Esta tese não vingou, como bem sabemos. No limite, a ideia de Borges
Carneiro até nem era destituída de senso: a Galiza era um território
estrategicamente importante e apetecível para Portugal e Macau como
estava perto das Filipinas, poderia integrar o conglomerado colonial
espanhol no extremo oriente. Mas, ninguém se lembrou da palavra que
teria a China, através do vice-rei de Cantão. De resto, o conhecimento
de Macau era escasso, desactualizado e imperfeito. Na sessão de 14 de
Agosto, o deputado Ferreira da Costa perguntava-se: “ignoro se somos
senhores de alguma parte do território de Macau, mas consta-me que nós
pagamos ali um fôro de cem mil reis por ano ao Imperador da China”. A
fraca visibilidade política de Macau era imputada aos filhos da terra,
como notava o deputado Vilela, “em Portugal há filhos de Macau, na
universidade conheci alguns”, que estavam voluntariamente arredados do
centro das decisões políticas.
Tudo isto foi, aparentemente, ignorado em Macau onde o jornal “A
Abelha da China” vai fazendo eco dos trabalhos das Cortes ao mesmo tempo
que amplifica as angústias do Leal Senado, “penetrado de um sincero
patriotismo”, que decide fazer o primeiro referendo à população, em 13
de Novembro de 1822, para saber, entre outras coisas, “qual deve ser o
plano da educação para ambos os sexos, mais acomodada às actuais
circunstâncias do país, e quais os meios mais suaves e seguros, de que
possa lançar mão o Governo para o pôr em execução e conservá-lo”. Tudo
isto para “expor a Sua Magestade e ao Soberano Congresso”.

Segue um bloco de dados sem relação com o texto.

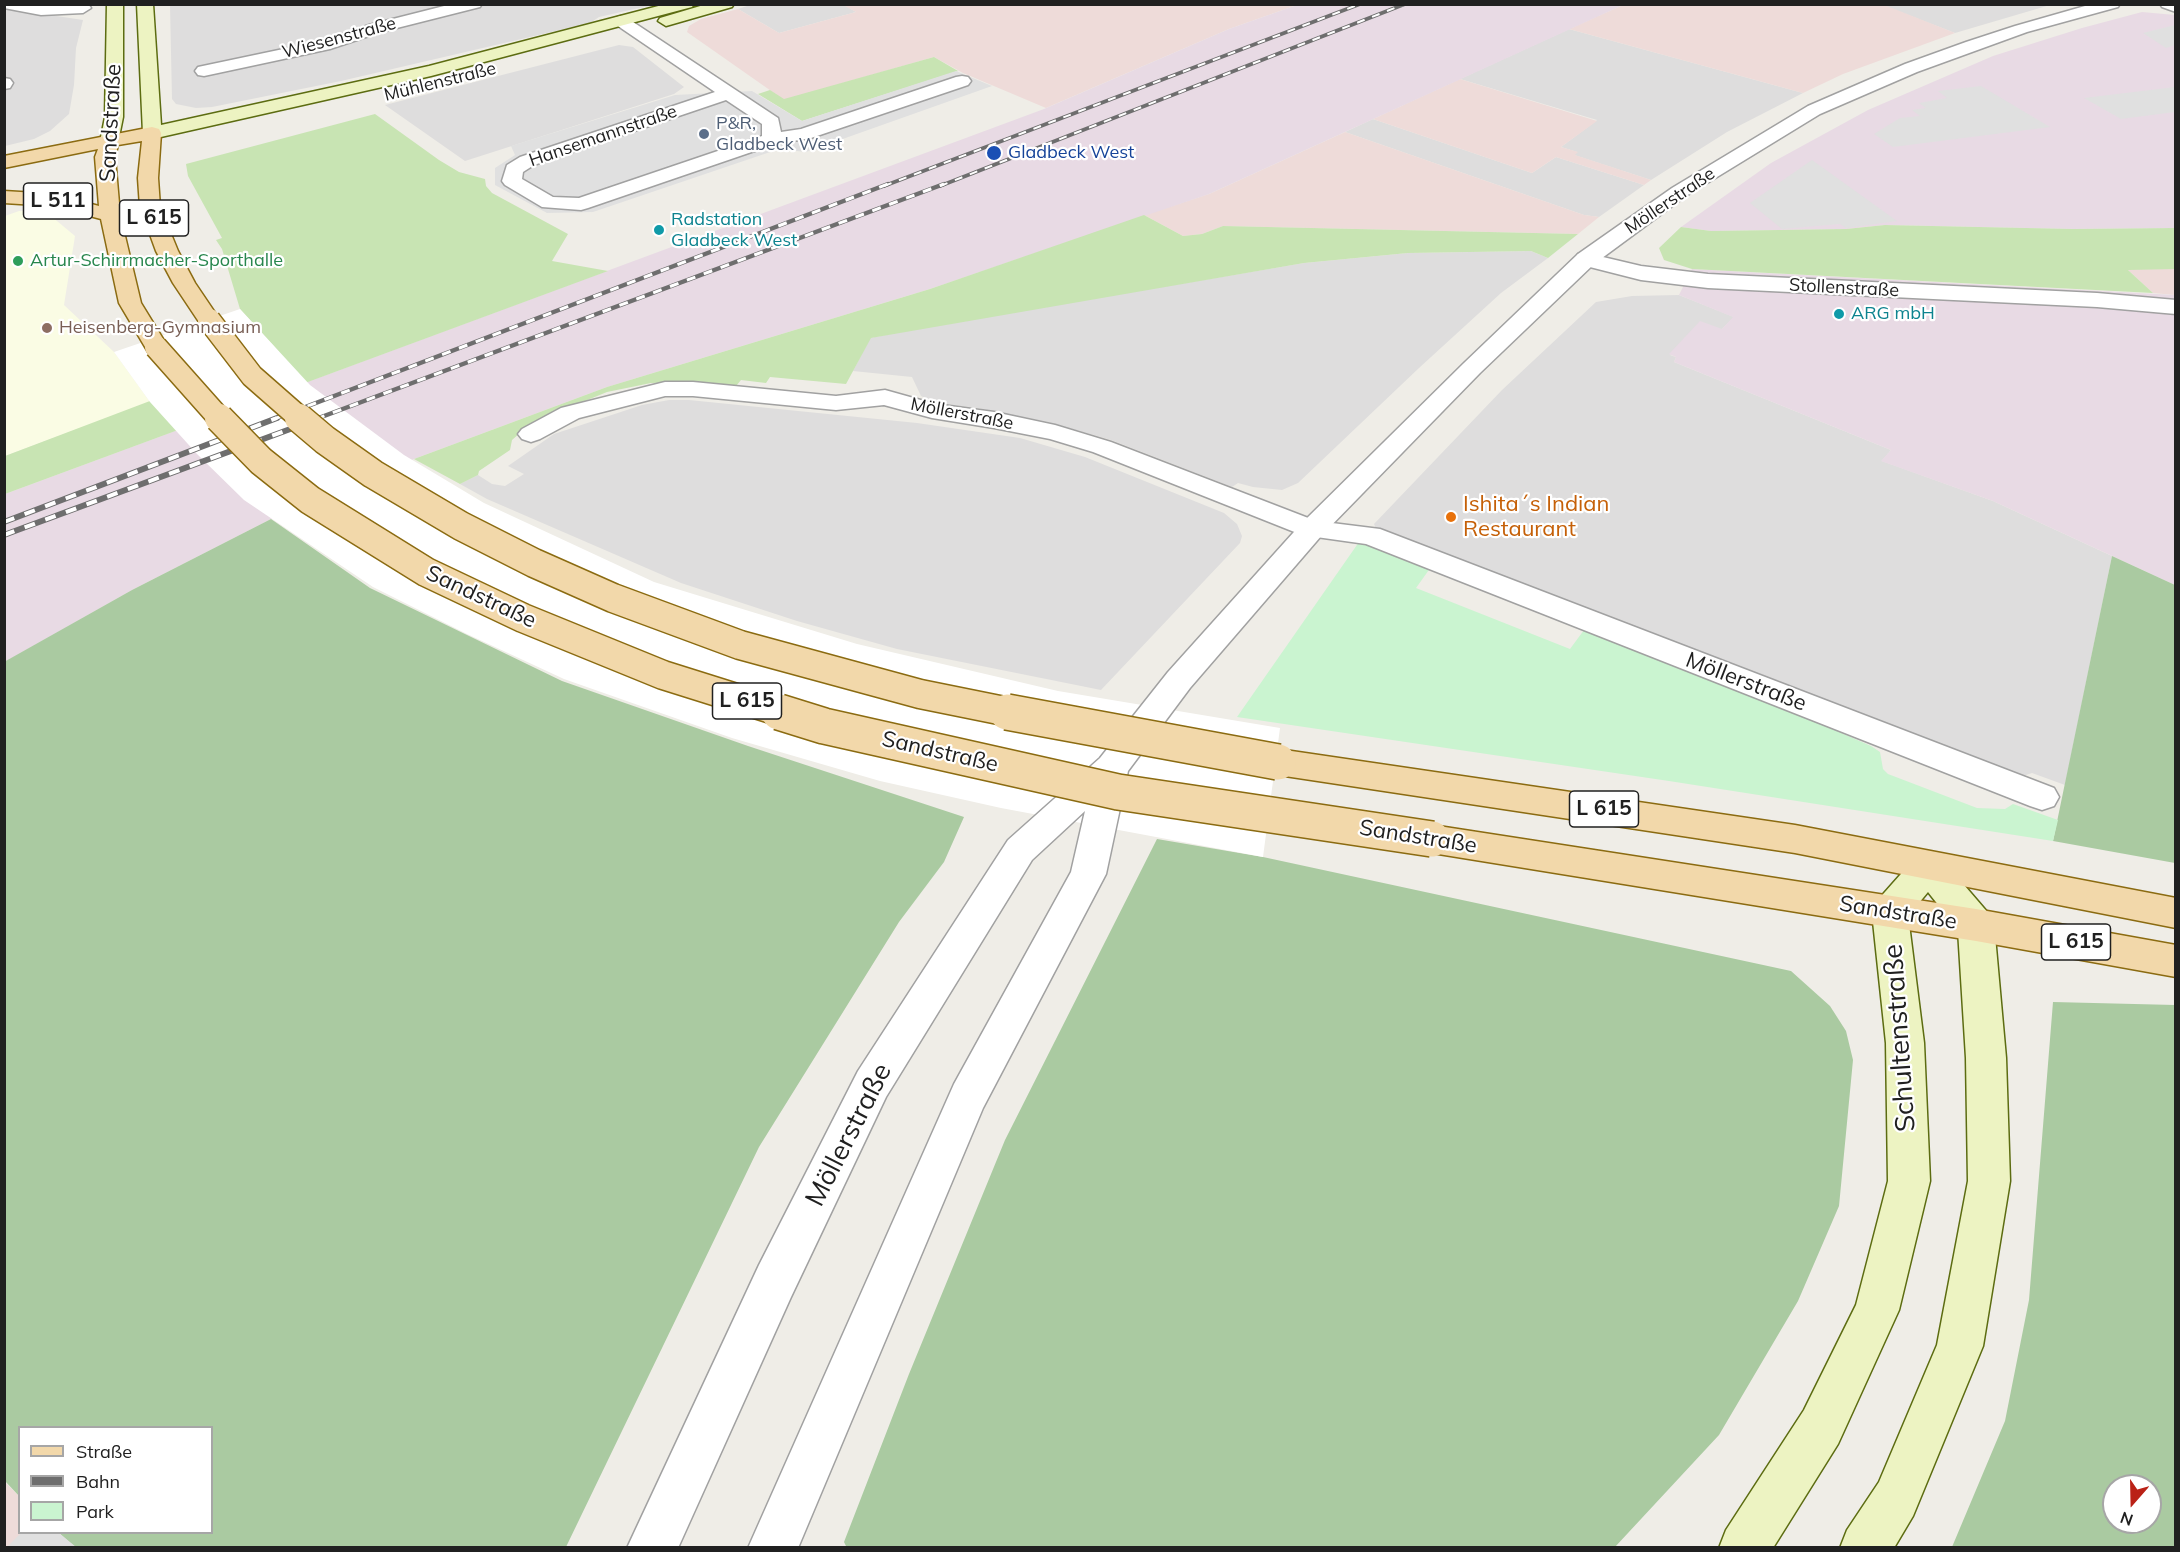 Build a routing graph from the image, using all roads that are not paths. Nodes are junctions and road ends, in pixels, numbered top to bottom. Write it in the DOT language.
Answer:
graph roads {
  1 [pos="6,4"];
  2 [pos="115,4"];
  3 [pos="145,4"];
  4 [pos="474,4"];
  5 [pos="686,4"];
  6 [pos="726,4"];
  7 [pos="2112,4"];
  8 [pos="2168,4"];
  9 [pos="2175,7"];
  10 [pos="83,8"];
  11 [pos="629,25"];
  12 [pos="204,71"];
  13 [pos="962,81"];
  14 [pos="729,93"];
  15 [pos="772,139"];
  16 [pos="152,141"];
  17 [pos="107,149"];
  18 [pos="4,162"];
  19 [pos="4,175"];
  20 [pos="4,198"];
  21 [pos="110,215"];
  22 [pos="1586,259"];
  23 [pos="2175,307"];
  24 [pos="531,434"];
  25 [pos="1312,529"];
  26 [pos="1112,766"];
  27 [pos="2042,797"];
  28 [pos="1928,867"];
  29 [pos="1890,912"];
  30 [pos="2175,913"];
  31 [pos="1976,925"];
  32 [pos="2175,961"];
  33 [pos="652,1548"];
  34 [pos="773,1548"];
  35 [pos="1744,1548"];
  36 [pos="1865,1548"];
  1 -- 10 [label="street"];
  2 -- 17 [label="main road, Sandstraße / L 615"];
  3 -- 16 [label="main road, Sandstraße / L 615"];
  4 -- 12 [label="street, Wiesenstraße"];
  5 -- 11 [label="main road, Mühlenstraße / L 511"];
  6 -- 11 [label="main road, Mühlenstraße / L 511"];
  7 -- 22 [label="street, Möllerstraße"];
  8 -- 9 [label="street"];
  11 -- 14 [label="street"];
  11 -- 16 [label="main road, Mühlenstraße / L 511"];
  13 -- 15 [label="street, Hansemannstraße"];
  14 -- 15 [label="street"];
  14 -- 15 [label="street, Hansemannstraße"];
  16 -- 17 [label="main road, L 511"];
  16 -- 28 [label="main road, Sandstraße / L 615, bridge"];
  17 -- 18 [label="main road, L 511"];
  17 -- 19 [label="main road, L 511"];
  17 -- 21 [label="main road, Sandstraße / L 615"];
  20 -- 21 [label="main road, L 511"];
  21 -- 29 [label="main road, Sandstraße / L 615, bridge"];
  22 -- 23 [label="street, Stollenstraße"];
  22 -- 25 [label="street, Möllerstraße"];
  24 -- 25 [label="street, Möllerstraße"];
  25 -- 26 [label="street, Möllerstraße"];
  25 -- 27 [label="street, Möllerstraße"];
  26 -- 33 [label="street, Möllerstraße"];
  26 -- 34 [label="street, Möllerstraße"];
  28 -- 29 [label="main road, Schultenstraße"];
  28 -- 30 [label="main road, Sandstraße / L 615"];
  28 -- 31 [label="main road"];
  29 -- 31 [label="main road, Sandstraße / L 615"];
  29 -- 35 [label="main road, Schultenstraße"];
  31 -- 32 [label="main road, Sandstraße / L 615"];
  31 -- 36 [label="main road"];
}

A instabilidade governativa parecia criar raízes em Macau, incluindo o
frustrado assomo absolutista do Ouvidor Arriaga. O Senado, o Conselho
Governativo, os Governadores e o bispo Francisco Chacim foram obrigados
a entenderem-se a bem da sobrevivência do Território. Como o ódio velho
não cansa, o professor régio José Miranda e Lima, será demitido do
cargo de professor de gramática latina, treze anos depois, em 1836,
“pelos seus reconhecidos sentimentos de desafeição ao Meu Legítimo
Governo e à Carta Constitucional da Monarquia”, como se pode ler no
decreto assinado pela Rainha.
Começava outra grande discussão, se Macau deveria ter, por direito
próprio, um deputado nas Cortes. O deputado Vasconcelos sintetizou a
tese afirmativa deste modo: “já se concedeu à Ilha de S. Tomé e Príncipe
um deputado, elas não são de tanta importância como Macau. Em Macau
temos fortalezas, temos portos, temos grandes estabelecimentos. Portanto
deve dar um deputado, e de modo nenhum unir-se a Goa, porque pode muito
bem ser que deputados de Goa nunca fossem a Macau”. Apesar das reservas
expressas pelo deputado Fernandes Tomás, “mas pergunto, está Macau na
razão de vir de lá um deputado? Não está, nem estará”, o certo é Macau
lá conseguiu a sua representação parlamentar. Manuel Borges Carneiro, vítima do absolutismo miguelista, acabará os
seus dias como preso político no Forte de S. Julião da Barra, em 1833.